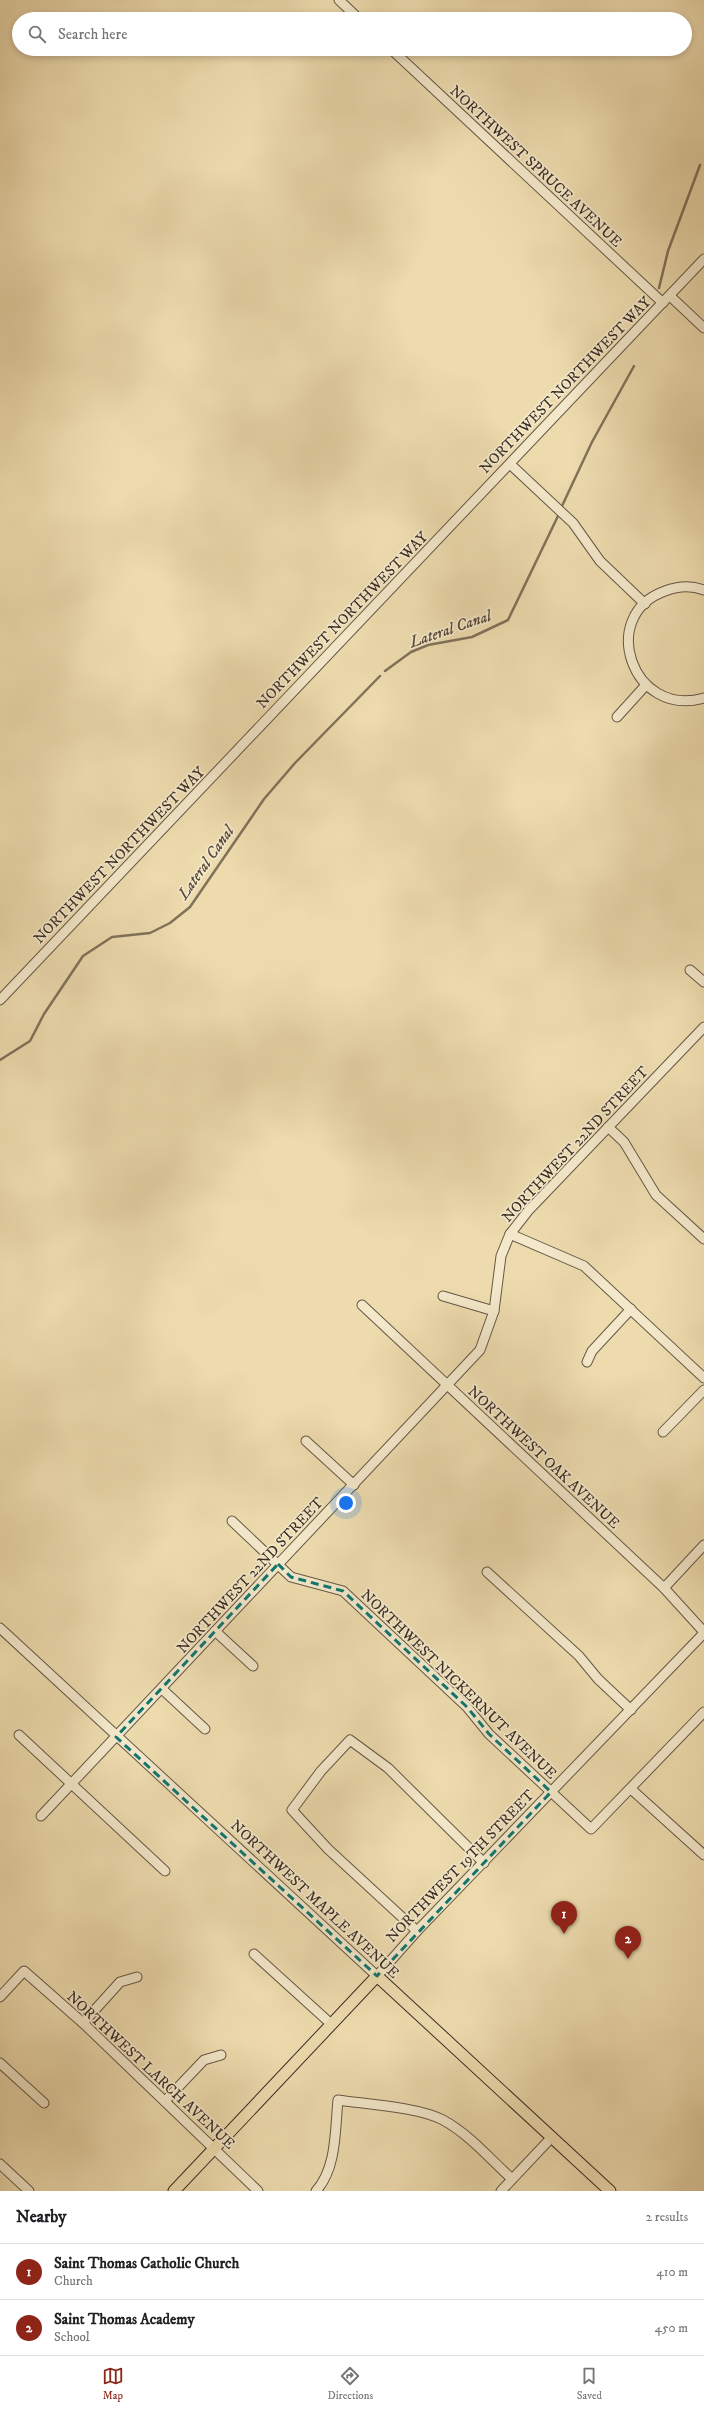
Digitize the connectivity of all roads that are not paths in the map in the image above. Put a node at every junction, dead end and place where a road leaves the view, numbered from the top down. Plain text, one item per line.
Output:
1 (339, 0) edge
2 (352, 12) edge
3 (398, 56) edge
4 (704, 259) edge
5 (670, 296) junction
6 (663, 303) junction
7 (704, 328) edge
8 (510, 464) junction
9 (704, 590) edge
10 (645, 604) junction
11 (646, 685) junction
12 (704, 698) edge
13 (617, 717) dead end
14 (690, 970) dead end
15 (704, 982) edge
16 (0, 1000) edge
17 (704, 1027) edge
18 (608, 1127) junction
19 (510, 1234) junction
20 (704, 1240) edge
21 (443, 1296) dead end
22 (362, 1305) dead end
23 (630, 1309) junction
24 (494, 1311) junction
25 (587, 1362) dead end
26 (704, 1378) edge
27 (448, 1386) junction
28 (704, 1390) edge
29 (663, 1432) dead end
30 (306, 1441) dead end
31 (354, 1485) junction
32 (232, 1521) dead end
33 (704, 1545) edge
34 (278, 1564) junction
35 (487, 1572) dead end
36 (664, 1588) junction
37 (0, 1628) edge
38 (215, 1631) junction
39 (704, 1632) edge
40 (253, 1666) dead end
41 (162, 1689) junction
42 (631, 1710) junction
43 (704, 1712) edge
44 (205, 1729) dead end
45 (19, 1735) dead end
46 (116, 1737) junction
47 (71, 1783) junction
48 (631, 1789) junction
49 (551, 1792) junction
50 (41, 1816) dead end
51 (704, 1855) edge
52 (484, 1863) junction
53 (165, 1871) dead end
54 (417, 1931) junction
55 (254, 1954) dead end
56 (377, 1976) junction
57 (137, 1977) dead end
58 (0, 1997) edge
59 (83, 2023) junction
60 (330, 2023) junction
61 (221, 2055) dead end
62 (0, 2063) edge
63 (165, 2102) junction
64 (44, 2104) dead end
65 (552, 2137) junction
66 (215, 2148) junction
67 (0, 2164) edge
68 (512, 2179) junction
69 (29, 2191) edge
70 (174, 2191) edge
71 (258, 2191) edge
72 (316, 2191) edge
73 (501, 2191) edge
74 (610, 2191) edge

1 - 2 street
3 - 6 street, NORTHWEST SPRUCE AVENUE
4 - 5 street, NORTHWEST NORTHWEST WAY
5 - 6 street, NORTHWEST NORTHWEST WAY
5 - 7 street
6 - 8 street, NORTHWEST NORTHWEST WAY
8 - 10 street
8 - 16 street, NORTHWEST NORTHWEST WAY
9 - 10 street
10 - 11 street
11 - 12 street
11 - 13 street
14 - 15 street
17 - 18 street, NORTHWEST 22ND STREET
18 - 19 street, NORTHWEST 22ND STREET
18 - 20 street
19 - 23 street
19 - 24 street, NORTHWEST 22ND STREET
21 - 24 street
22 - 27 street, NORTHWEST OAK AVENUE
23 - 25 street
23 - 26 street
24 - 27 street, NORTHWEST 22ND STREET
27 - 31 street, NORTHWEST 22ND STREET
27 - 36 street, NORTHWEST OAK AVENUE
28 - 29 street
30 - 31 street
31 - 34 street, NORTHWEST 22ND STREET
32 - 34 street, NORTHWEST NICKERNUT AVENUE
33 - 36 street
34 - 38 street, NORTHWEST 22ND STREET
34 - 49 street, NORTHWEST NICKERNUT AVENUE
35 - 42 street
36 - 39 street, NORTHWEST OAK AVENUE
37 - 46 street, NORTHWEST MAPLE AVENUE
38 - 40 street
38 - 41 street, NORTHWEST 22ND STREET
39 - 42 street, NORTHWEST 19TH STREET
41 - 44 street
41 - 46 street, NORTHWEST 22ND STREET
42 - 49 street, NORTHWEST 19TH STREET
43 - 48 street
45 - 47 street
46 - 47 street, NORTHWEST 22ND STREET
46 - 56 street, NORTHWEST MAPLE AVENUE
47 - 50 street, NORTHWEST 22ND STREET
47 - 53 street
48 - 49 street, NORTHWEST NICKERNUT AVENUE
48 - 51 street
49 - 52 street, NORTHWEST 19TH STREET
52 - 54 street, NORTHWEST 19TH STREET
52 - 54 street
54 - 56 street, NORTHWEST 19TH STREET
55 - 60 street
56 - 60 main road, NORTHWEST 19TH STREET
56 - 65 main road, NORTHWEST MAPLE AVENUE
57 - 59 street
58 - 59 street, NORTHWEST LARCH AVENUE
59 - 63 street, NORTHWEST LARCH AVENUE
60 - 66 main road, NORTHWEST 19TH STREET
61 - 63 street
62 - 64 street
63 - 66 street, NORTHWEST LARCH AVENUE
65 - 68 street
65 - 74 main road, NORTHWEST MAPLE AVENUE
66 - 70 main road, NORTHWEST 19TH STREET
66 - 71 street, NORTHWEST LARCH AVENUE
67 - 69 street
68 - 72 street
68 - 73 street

++++++++

About this task:
Every line holding the string "NICKERNUT" should be copied here, so please find those lines in the data.

Finished exercise:
32 - 34 street, NORTHWEST NICKERNUT AVENUE
34 - 49 street, NORTHWEST NICKERNUT AVENUE
48 - 49 street, NORTHWEST NICKERNUT AVENUE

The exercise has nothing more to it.